We look back at the 10 years since the M&G first revealed that the Scorpions were investigating then-deputy president Jacob Zuma.
October 9 2001 Schabir Shaik and French defence company Thomson-CSF raided simultaneously in four countries as part of the arms deal probe. The Zuma link to the investigation is not disclosed.
November 29 2002 Mail & Guardian breaks the story that the Scorpions are investigating then-deputy president Jacob Zuma for allegedly attempting to secure a bribe from Thomson, since renamed Thales.
2003 National Prosecuting Authority (NPA) head Bulelani Ngcuka announces the prosecution of Shaik but declines to prosecute Zuma despite, saying there is a “prima facie case” against him. Later that year, Ngcuka is embroiled in allegations he was an apartheid spy.
July 2004 Ngcuka resigns.
October 2004 Shaik goes on trial.
May 2005 Shaik convicted on all counts, including bribing Zuma.
June 2005 New NPA head Vusi Pikoli announces decision to charge Zuma. President Thabo Mbeki sacks Zuma as deputy president.
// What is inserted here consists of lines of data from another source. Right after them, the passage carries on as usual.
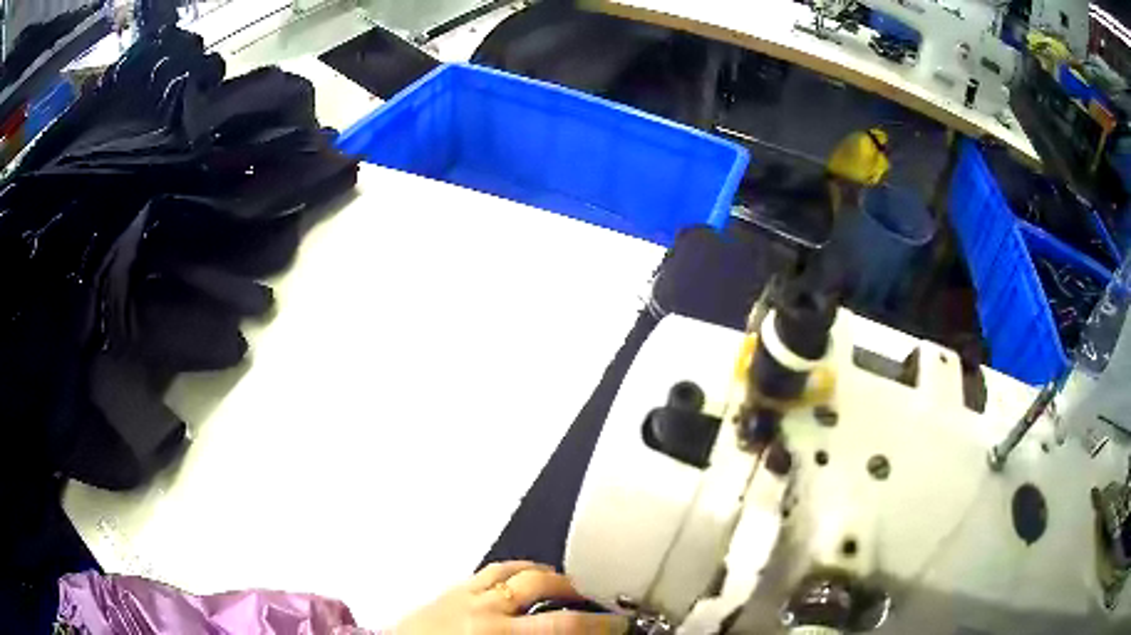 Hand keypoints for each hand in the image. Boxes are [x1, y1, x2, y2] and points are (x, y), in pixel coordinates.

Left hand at [392, 561, 626, 633]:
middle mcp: (486, 609)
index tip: (619, 626)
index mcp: (498, 634)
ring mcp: (468, 593)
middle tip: (600, 605)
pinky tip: (528, 575)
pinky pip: (493, 569)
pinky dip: (518, 569)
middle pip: (545, 588)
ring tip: (571, 585)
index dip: (599, 625)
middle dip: (581, 596)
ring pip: (520, 571)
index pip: (563, 625)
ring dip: (551, 576)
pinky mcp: (454, 587) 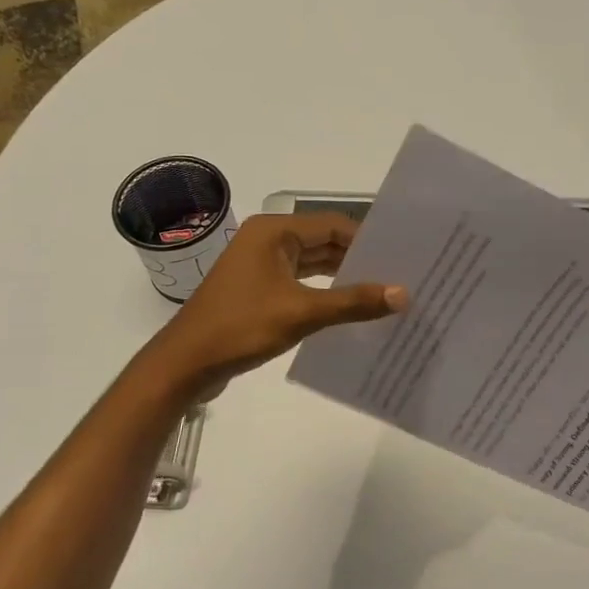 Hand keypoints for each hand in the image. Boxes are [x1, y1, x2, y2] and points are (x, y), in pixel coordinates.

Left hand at [152, 213, 405, 391]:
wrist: (185, 364)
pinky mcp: (259, 289)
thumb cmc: (241, 327)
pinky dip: (324, 292)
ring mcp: (261, 265)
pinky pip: (301, 282)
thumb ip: (354, 301)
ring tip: (384, 292)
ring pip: (313, 263)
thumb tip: (403, 293)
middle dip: (359, 259)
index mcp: (274, 232)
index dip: (368, 240)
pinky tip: (350, 308)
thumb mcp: (302, 313)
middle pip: (324, 242)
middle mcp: (268, 240)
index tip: (401, 256)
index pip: (333, 225)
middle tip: (400, 275)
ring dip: (343, 277)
Zuma begins mobilisation to support his legal and political comeback.
September 2006 Zuma case struck from the role when NPA not ready to proceed, given disputes about validity of raids on Zuma.
March 2007 Crime intelligence operation begins to monitor members of the NPA and Scorpions and secretly bug Scorpions boss Leonard McCarthy.
May 2007 The Browse Mole report is leaked, prompting NIA investigation into the Scorpions.
November 2007 Supreme Court of Appeal rules in favour of the NPA with respect to appeals relating to various search and seizure exercises.
Late 2007, shortly before the ANC’s Polokwane conference Security services secretly tap phone conversations involving McCarthy, Ngcuka and others outside the NPA about the timing of charges being reintroduced and their impact on the Polokwane conference.
Friday December 14 2007 NPA files papers outlining the case against Zuma in the Constitutional Court.
December 2007 Jacob Zuma ousts Thabo Mbeki as ANC president.
December 28 2007 The Scorpions serve Zuma an indictment to stand trial in the high court.
July 2008 The Constitutional Court rules that raids on Zuma were valid.
September 12 2008 Pietermaritzburg Judge Chris Nicholson holds that Zuma’s corruption charges were unlawful on procedural grounds.
September 20 2008 Mbeki resigns after his “recall’” by the ANC.
January 12 2009 Supreme Court of Appeal overturns Nicholson’s ruling.
April 2009 Acting national director of public prosecutions Moketedi Mpshe discontinues the prosecution of Zuma, citing as his reason the secret recordings. In his legal justification he describes McCarthy’s conduct as “a serious abuse of process”, but emphasises there had been a valid case against Zuma. Mpshe releases excerpted transcripts of the tapes.
2009 Democratic Alliance goes to court to have Mpshe’s decision set aside, but the North Gauteng High Court dismisses the application.
March 2012 Supreme Court of Appeal overturns the high court ruling and orders that the national director of public prosecutions produce the record of decision on which Mpshe based his decision to drop the case.